Goal of the exercise: When you reach the line containing "const c = document.querySelector('canvas').getContext('2d');" in the data below, begin returning lines exactly as written, and stop once the line containing "c.rotate((+turn || 0) * Math.PI / 180);" has been returned.

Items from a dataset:
****************************************

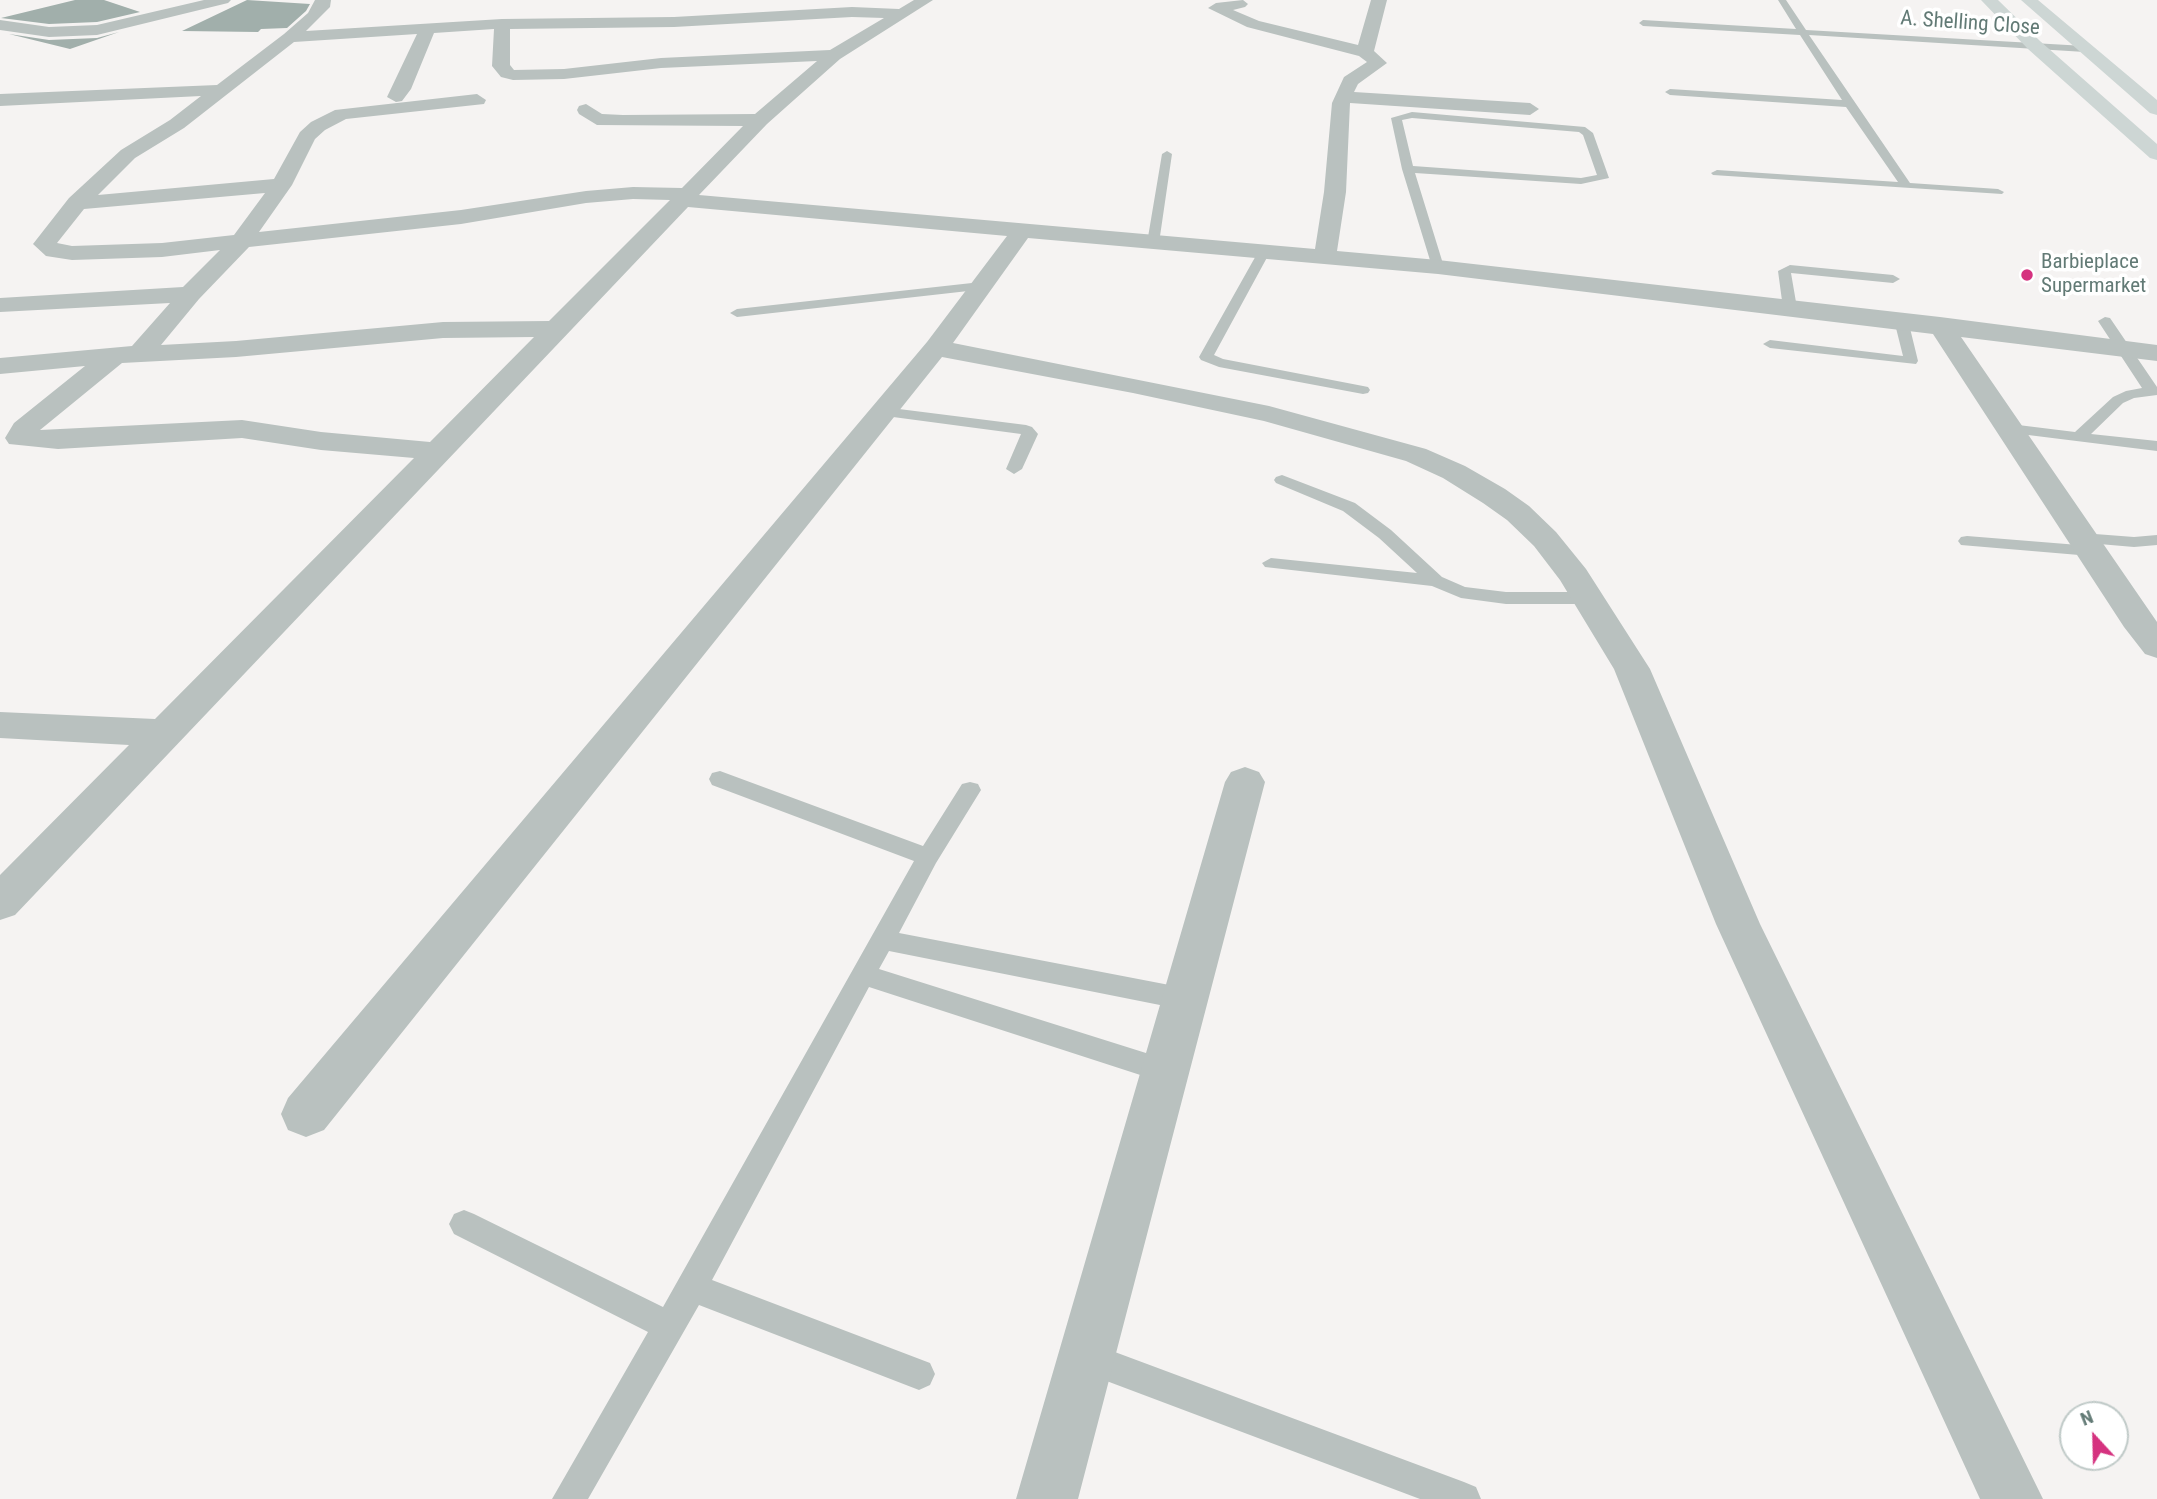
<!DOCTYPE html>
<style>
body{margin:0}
#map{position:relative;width:2157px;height:1499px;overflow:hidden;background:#f5f3f2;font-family:"Roboto Condensed",sans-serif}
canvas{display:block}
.north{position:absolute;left:2059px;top:1401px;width:70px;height:70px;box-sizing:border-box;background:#fff;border:2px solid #c0cac8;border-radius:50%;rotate:338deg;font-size:19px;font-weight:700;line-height:28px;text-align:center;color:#627a75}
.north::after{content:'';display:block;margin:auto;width:24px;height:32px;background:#d5327f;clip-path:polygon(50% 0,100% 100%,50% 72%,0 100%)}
</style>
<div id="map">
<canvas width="2157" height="1499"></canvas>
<div class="north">N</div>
</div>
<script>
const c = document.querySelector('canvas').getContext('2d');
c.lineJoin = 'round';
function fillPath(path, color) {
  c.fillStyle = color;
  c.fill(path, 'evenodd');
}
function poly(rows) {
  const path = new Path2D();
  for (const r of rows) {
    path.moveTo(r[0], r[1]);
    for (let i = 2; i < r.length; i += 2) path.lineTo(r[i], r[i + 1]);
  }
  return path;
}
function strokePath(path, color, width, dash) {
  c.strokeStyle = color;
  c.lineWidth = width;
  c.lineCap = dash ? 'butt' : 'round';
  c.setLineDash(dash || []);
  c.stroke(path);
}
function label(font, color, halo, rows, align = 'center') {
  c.font = font + ' "Roboto Condensed",sans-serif';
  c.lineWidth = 7;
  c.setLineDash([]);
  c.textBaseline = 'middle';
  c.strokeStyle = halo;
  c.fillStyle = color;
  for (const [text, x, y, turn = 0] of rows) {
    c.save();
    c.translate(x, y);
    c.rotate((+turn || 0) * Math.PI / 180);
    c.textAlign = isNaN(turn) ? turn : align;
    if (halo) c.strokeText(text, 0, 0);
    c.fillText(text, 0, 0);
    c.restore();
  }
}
fillPath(poly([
 [75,0,104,0,140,12,97,22,49,24,1,18],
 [247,0,310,4,306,11,287,28,261,29,258,32,182,31],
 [119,32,70,49,9,34,49,40,97,38]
]), '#a1afab');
fillPath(poly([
 [1778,0,1786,0,1806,30,2085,46,2090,49,2085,52,1809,35,1910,183,1998,189,2004,192,2002,194,1713,175,1711,173,1717,170,1898,182,1846,107,1670,95,1665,92,1670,89,1842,100,1800,35,1643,26,1639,23,1643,20,1796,29,1778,0],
 [1412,112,1585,127,1593,133,1609,178,1581,184,1415,173,1444,267,1443,270,1433,270,1402,169,1391,118,1412,112],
 [1412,118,1579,132,1583,135,1597,175,1581,178,1413,166,1402,120,1412,118],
 [1167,151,1172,154,1159,243,1153,247,1147,243,1162,154,1167,151],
 [1264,248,1270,252,1214,355,1223,359,1363,386,1368,387,1370,390,1368,393,1363,394,1219,367,1201,360,1199,357,1258,252,1264,248],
 [1790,265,1893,275,1900,279,1893,283,1791,273,1797,308,1790,312,1783,308,1778,271,1790,265],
 [981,282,988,286,986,289,737,317,730,313,737,309,981,282],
 [1901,316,1908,320,1918,361,1916,364,1770,348,1763,344,1770,340,1903,356,1894,320,1901,316],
 [2105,317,2110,318,2157,387,2157,395,2134,398,2123,403,2091,434,2157,441,2157,451,2004,432,2002,429,2010,424,2075,432,2113,397,2126,391,2142,388,2098,321,2105,317],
 [883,407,1026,425,1032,427,1038,434,1022,469,1014,474,1006,469,1021,434,878,415,875,412,878,409,883,407],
 [1282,475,1355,503,1391,530,1442,577,1465,587,1506,592,1588,592,1597,598,1588,604,1506,604,1461,598,1432,586,1265,567,1262,563,1271,558,1417,573,1379,538,1343,511,1276,483,1274,480,1276,477,1282,475],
 [2082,533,2134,537,2157,535,2157,545,2134,547,2076,542,2073,538,2082,533],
 [1967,536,2091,546,2100,551,2091,556,1961,545,1958,541,1961,537,1967,536],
 [720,771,923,846,962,784,970,782,978,784,981,790,936,863,899,933,1185,988,1194,991,1198,999,1194,1007,1185,1010,889,951,879,969,1165,1059,1174,1063,1178,1071,1174,1079,1165,1083,869,987,712,1280,930,1363,935,1374,930,1385,919,1390,699,1305,588,1499,552,1499,648,1332,454,1234,449,1224,454,1214,464,1210,474,1214,663,1307,914,861,712,785,709,779,712,773,720,771],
 [1088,1342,1464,1482,1476,1487,1481,1499,1420,1499,1088,1374,1077,1369,1072,1358,1077,1347,1088,1342]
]), '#b9c1bf');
fillPath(poly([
 [204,0,231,0,228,3,97,35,49,37,0,30,0,20,49,27,97,25,204,0],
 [315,0,331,0,330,7,306,31,502,19,674,17,852,7,899,9,914,0,933,0,840,59,767,124,699,195,1315,249,1324,192,1332,103,1344,77,1367,62,1359,56,1247,27,1208,8,1216,3,1243,0,1248,4,1245,7,1233,10,1259,21,1358,45,1371,0,1387,0,1374,51,1387,63,1358,84,1354,92,1530,103,1539,109,1530,115,1350,103,1346,192,1337,251,1438,260,1940,317,2157,345,2157,361,1961,337,2157,622,2157,658,2145,654,2124,627,1933,334,1438,274,1028,238,953,343,1269,406,1426,449,1465,466,1505,489,1529,506,1556,532,1586,569,1650,669,1760,924,2043,1499,1980,1499,1716,924,1614,669,1560,580,1534,546,1507,520,1483,503,1443,478,1406,461,1264,421,1133,393,942,357,324,1130,306,1137,288,1130,281,1114,288,1098,927,342,1007,236,688,207,15,915,0,920,0,875,129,745,0,738,0,712,155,719,414,458,321,450,242,438,58,449,9,444,5,438,14,423,85,366,0,374,0,358,132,346,170,303,0,312,0,298,183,287,220,250,162,257,72,260,46,256,33,244,69,198,121,150,170,120,201,96,0,106,0,94,217,85,284,34,308,13,315,0],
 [852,17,884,18,830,50,661,58,564,69,514,70,510,65,510,29,674,27,852,17],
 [494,29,492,66,501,77,513,80,564,79,661,68,817,61,755,114,623,115,602,114,586,104,579,106,577,110,579,114,597,125,743,126,682,188,633,187,586,191,461,210,259,232,292,185,315,139,325,130,346,119,484,104,486,100,477,94,335,110,311,122,300,132,274,179,98,195,135,158,184,128,294,42,417,34,387,97,396,102,402,101,411,89,434,33,494,29],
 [265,193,234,235,162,243,72,246,57,243,84,209,265,193],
 [633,199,670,200,549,321,443,322,236,341,161,345,199,299,249,247,461,224,586,203,633,199],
 [534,337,430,442,321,432,242,420,40,430,122,363,236,357,443,338,534,337],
 [1245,767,1259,772,1265,782,1078,1499,1016,1499,1225,782,1231,772,1245,767]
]), '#b9c1bf');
fillPath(poly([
 [1981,0,1998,0,2040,41,2157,144,2157,160,2150,158,2028,49,1981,0],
 [2021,0,2038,0,2157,100,2157,115,2150,113,2021,0]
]), '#cdd6d4');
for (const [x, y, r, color] of [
 [2027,275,7,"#d5327f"]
]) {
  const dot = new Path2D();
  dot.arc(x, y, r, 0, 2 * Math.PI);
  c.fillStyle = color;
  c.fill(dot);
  strokePath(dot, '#fff', 2.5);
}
label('21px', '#627a75', '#fff', [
 ["A. Shelling Close",1970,24,4]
]);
label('21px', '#627a75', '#fff', [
 ["Barbieplace",2041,263],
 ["Supermarket",2041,287]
], 'left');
</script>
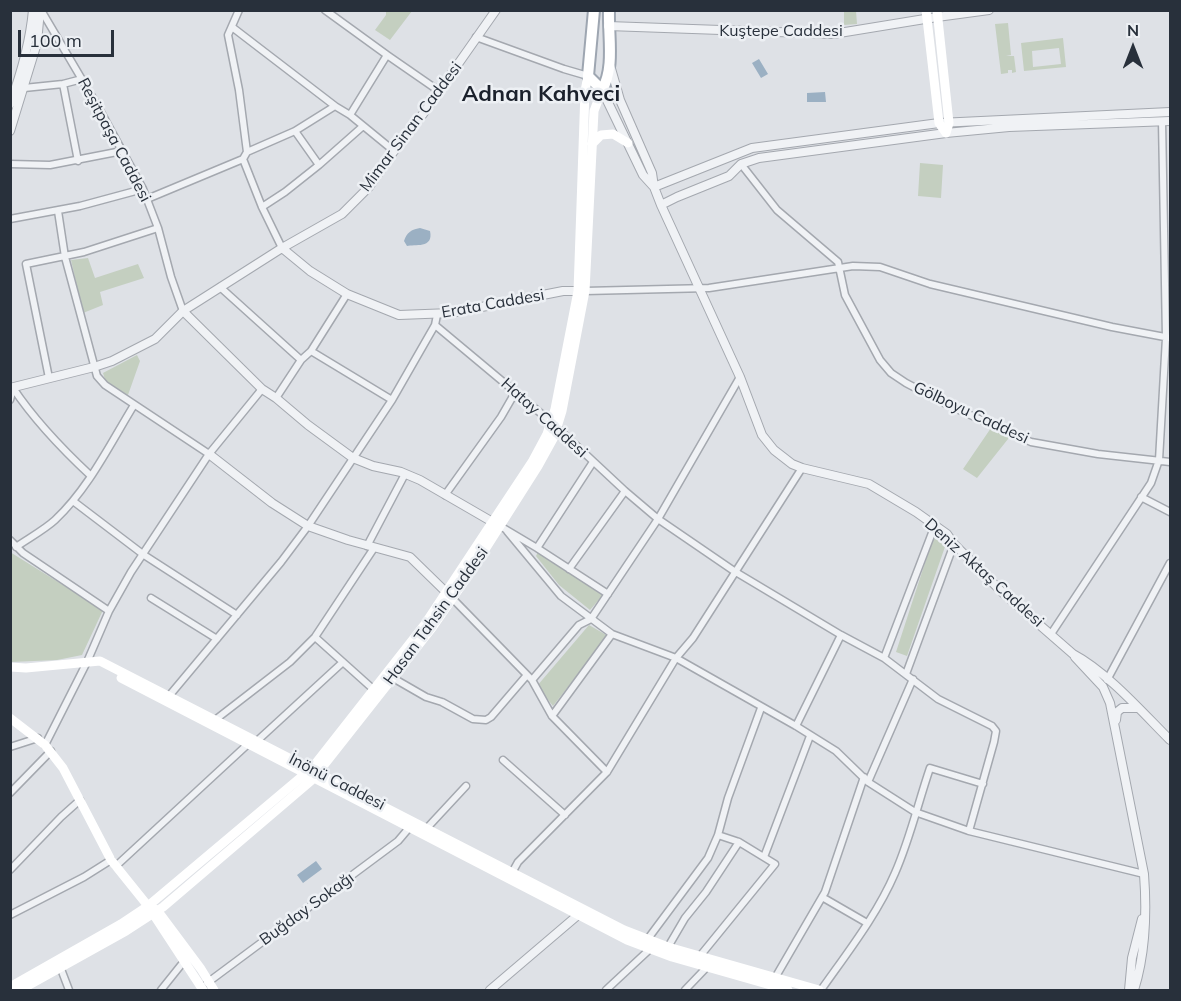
<!DOCTYPE html>
<html>
<head>
<meta charset="utf-8">
<style>
  body { margin:0 }
  #map { position:relative; width:1181px; height:1001px; overflow:hidden; background:#dee1e6; font-family:Mulish,sans-serif }
  canvas { display:block }
  .frame { position:absolute; inset:0; border:12px solid #28303b; pointer-events:none }
  .north { position:absolute; left:1103px; top:18px; width:60px; height:60px; -webkit-text-stroke:4px #edf0f4; paint-order:stroke; rotate:0deg; font-size:16px; font-weight:700; line-height:24px; text-align:center; color:#28303b }
  .north::after { content:''; display:block; margin:auto; width:21px; height:27px; background:#28303b; clip-path:polygon(50% 0,100% 100%,50% 72%,0 100%) }
  .scale { position:absolute; left:18px; top:30px; width:96px; height:27px; box-sizing:border-box; border:3px solid #28303b; border-top:0; padding-left:8px; font-size:18px; line-height:21px; white-space:nowrap; color:#28303b; -webkit-text-stroke:4px #edf0f4; paint-order:stroke }
</style>
</head>
<body>
<div id="map">
<canvas width="1181" height="1001"></canvas>
<div class="frame"></div>
<div class="north">N</div>
<div class="scale">100 m</div>
</div>
<script>
const context = document.querySelector('canvas').getContext('2d');
context.lineJoin = 'round';
function fillPath(path, color) { context.fillStyle = color; context.fill(path, 'evenodd'); }
function strokePath(path, color, width, dash) { context.strokeStyle = color; context.lineWidth = width; context.lineCap = dash ? 'butt' : 'round'; context.setLineDash(dash || []); context.stroke(path); }
function write(font, color, halo, rows, align = 'center') {
  context.font = font + ' Mulish,sans-serif'; context.lineWidth = 5; context.setLineDash([]); context.textBaseline = 'middle'; context.strokeStyle = halo; context.fillStyle = color; for (const [text, x, y, turn = 0] of rows) {
    context.save(); context.translate(x, y); context.rotate((+turn || 0) * Math.PI / 180); context.textAlign = isNaN(turn) ? turn : align; if (halo) context.strokeText(text, 0, 0); context.fillText(text, 0, 0); context.restore();
  }
}
fillPath(new Path2D(`
  M386,11H412L390,40L375,30L386,15Z
  M844,11H856L857,24L844,25Z
  M1008,23L1011,55L1006,56H1014L1016,72L1012,73V70H1008V73L1001,74L995,24Z
  M1063,38L1066,67L1024,71L1021,43ZM1059,48L1061,64L1033,67L1032,51Z
  M920,163L943,165L941,198L918,196Z
  M88,258L95,278L138,264L144,278L100,292L103,305L83,313L71,260Z
  M137,355L140,361L128,395L106,383L103,373Z
  M993,425L1012,434L977,478L963,469Z
  M935,532L947,541L907,656L896,652Z
  M10,552L103,610L82,655L57,660L11,662Z
  M538,552L603,595L590,610L559,585L536,556Z
  M589,625L608,636L553,706L537,686Z`), '#c4cfc0');
fillPath(new Path2D(`
  M759,59L768,74L761,78L752,63Z
  M825,92L826,102H807V93Z
  M420,228L430,231C434,249 414,244 407,246L404,241C407,232 411,230 420,228Z
  M316,861L322,869L303,883L297,875Z`), '#9bb0c3');
const minor = new Path2D(`
  M41,10L97,105L143,189L158,228L171,277L183,311
  M239,10L228,35L239,90L247,152
  M325,10L387,55
  M232,27L335,106
  M476,37L564,69L588,76
  M63,84L78,161
  M24,88L63,84L82,79
  M350,115L387,55L439,91
  M295,131L319,165L362,127
  M243,159L262,207L282,248
  M10,164L50,165L122,151
  M741,164L777,210L838,262L845,295L880,360L891,373L906,383L950,406L1031,442L1098,454L1170,462
  M147,199L243,159L247,152L295,131L335,106L350,115L394,151
  M262,207L285,192L319,165
  M58,211L65,257L97,376L105,385L209,454
  M10,219L80,206L143,189
  M220,287L301,360
  M585,291L709,288L853,266L880,267L930,284L1112,327L1170,338
  M437,315L435,325L550,421L625,491L658,519L734,571L841,635L884,658L938,699L992,726L996,731L994,742L969,831
  M311,351L392,400
  M49,378L26,264L84,252L158,228
  M13,388C35,421 62,449 91,476
  M276,398L301,360L311,351L347,294
  M10,400L13,388
  M445,495L501,417L516,391
  M1141,497L1170,512
  M73,501L144,555L237,615
  M500,526L537,548L608,594
  M507,531L561,596L612,634L676,658L796,726L836,751L868,782L915,812L969,831L1144,874
  M10,540L23,553L109,611
  M367,546L405,474
  M16,547C29,538 44,530 55,520C89,488 110,444 134,405
  M537,548L593,462
  M569,569L625,491
  M151,598L217,639
  M452,598L532,680L552,716L607,772
  M591,619L658,519L740,377
  M1051,634L1151,483L1159,460L1166,338L1162,121
  M315,637L373,689
  M884,658L935,525
  M906,674L954,544
  M393,678L426,697L442,702L473,719L486,720L491,717L527,675
  M532,680L579,625L591,619
  M1107,680L1170,563
  M169,696L281,562L308,526L392,400L435,325
  M552,716L612,634
  M215,720L290,662L315,637L374,548
  M796,726L841,635
  M257,741L343,662
  M45,745L87,662L109,611L131,572L209,454L262,389
  M10,747L38,738
  M503,760L565,815
  M868,782L913,679
  M10,793L51,751
  M427,828L466,786
  M764,857L810,736
  M116,866L247,745
  M10,870L61,817L80,800
  M513,871L518,862L607,772L676,658L693,638L802,468
  M822,897L867,923
  M10,915L84,877L111,860
  M647,940L708,858L718,835
  M668,947L685,918L706,892L739,842
  M700,956L775,864L739,842L718,835L728,798L761,708
  M61,969L69,990
  M775,978L825,892L864,777
  M207,983L398,841L409,828
  M161,990L181,965
  M606,990L650,949
  M685,990L707,967
  M821,990C847,953 877,915 895,873C910,839 918,803 930,768L983,784`);
const tertiary = new Path2D(`
  M608,26L833,34L937,17L989,10
  M610,65L620,100L652,173L654,187L661,205L740,377L762,435L774,450L792,464L802,468L869,484L916,512L947,534L954,544L1003,593L1073,654C1107,672 1142,712 1170,740
  M602,90L643,175L653,186
  M10,104C21,74 30,43 33,10
  M10,131L37,43L40,10
  M654,187L752,148L939,123L1170,112
  M661,205L677,197L729,176L741,164L759,158L946,133L1009,127L1170,121
  M282,248L310,271L347,294L399,315L451,313L563,291H584
  M183,311L262,389L276,398L308,425L353,458L373,466L401,472L420,480L496,524
  M10,388L94,367L112,361L155,339L183,311L282,248L342,214L369,187L394,151L423,114L496,10
  M209,454L272,503L308,526L348,540L410,557L449,595
  M1075,657L1103,687L1110,703L1144,874C1147,914 1146,952 1134,990
  M1116,720L1117,712L1122,708H1137
  M490,990L578,915
  M1129,990L1132,958L1142,919`);
const primary = new Path2D(`
  M594,10L588,76L602,90C615,68 608,36 609,10`);
strokePath(minor, '#a4a8af', 9);
strokePath(tertiary, '#a4a8af', 10);
strokePath(primary, '#9ea6b1', 14);
strokePath(minor, '#f0f2f5', 6);
strokePath(tertiary, '#f0f2f5', 8);
strokePath(new Path2D(`
  M926,10L939,123L946,133
  M937,10L949,123L946,133
  M592,144L601,135L613,134L628,143
  M10,667L26,668L100,661L624,930L668,947L819,990
  M121,678L627,940L672,957L788,990
  M10,718L45,745L63,768L111,860L148,906L203,990
  M153,908L157,910L201,969L214,990
  M10,987L121,924L148,906L312,768L425,624L532,462L547,434L555,409L578,291L585,91L588,76
  M20,990L126,931L163,907L313,779L432,628L470,573L538,466L554,437L562,411L585,291L594,111L602,90`), '#fff', 9);
strokePath(primary, '#fff', 10);
write('16px', '#28303b', '#edf0f4', [
  ["Kuştepe Caddesi",781,31],
  ["Mimar Sinan Caddesi",411,127,-53],
  ["Reşitpaşa Caddesi",114,140,62],
  ["Erata Caddesi",493,304,-10],
  ["Gölboyu Caddesi",971,413,25],
  ["Hatay Caddesi",544,418,42],
  ["Deniz Aktaş Caddesi",984,573,42],
  ["Hasan Tahsin Caddesi",436,616,-54],
  ["İnönü Caddesi",337,782,27],
  ["Buğday Sokağı",307,909,-36]
]);
write('bold 22px', '#1b212c', '#edf0f4', [
  ["Adnan Kahveci",541,94]
]);
</script>
</body>
</html>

****************************************

Task output:
const c = document.querySelector('canvas').getContext('2d');
c.lineJoin = 'round';
function fillPath(path, color) {
  c.fillStyle = color;
  c.fill(path, 'evenodd');
}
function poly(rows) {
  const path = new Path2D();
  for (const r of rows) {
    path.moveTo(r[0], r[1]);
    for (let i = 2; i < r.length; i += 2) path.lineTo(r[i], r[i + 1]);
  }
  return path;
}
function strokePath(path, color, width, dash) {
  c.strokeStyle = color;
  c.lineWidth = width;
  c.lineCap = dash ? 'butt' : 'round';
  c.setLineDash(dash || []);
  c.stroke(path);
}
function label(font, color, halo, rows, align = 'center') {
  c.font = font + ' "Roboto Condensed",sans-serif';
  c.lineWidth = 7;
  c.setLineDash([]);
  c.textBaseline = 'middle';
  c.strokeStyle = halo;
  c.fillStyle = color;
  for (const [text, x, y, turn = 0] of rows) {
    c.save();
    c.translate(x, y);
    c.rotate((+turn || 0) * Math.PI / 180);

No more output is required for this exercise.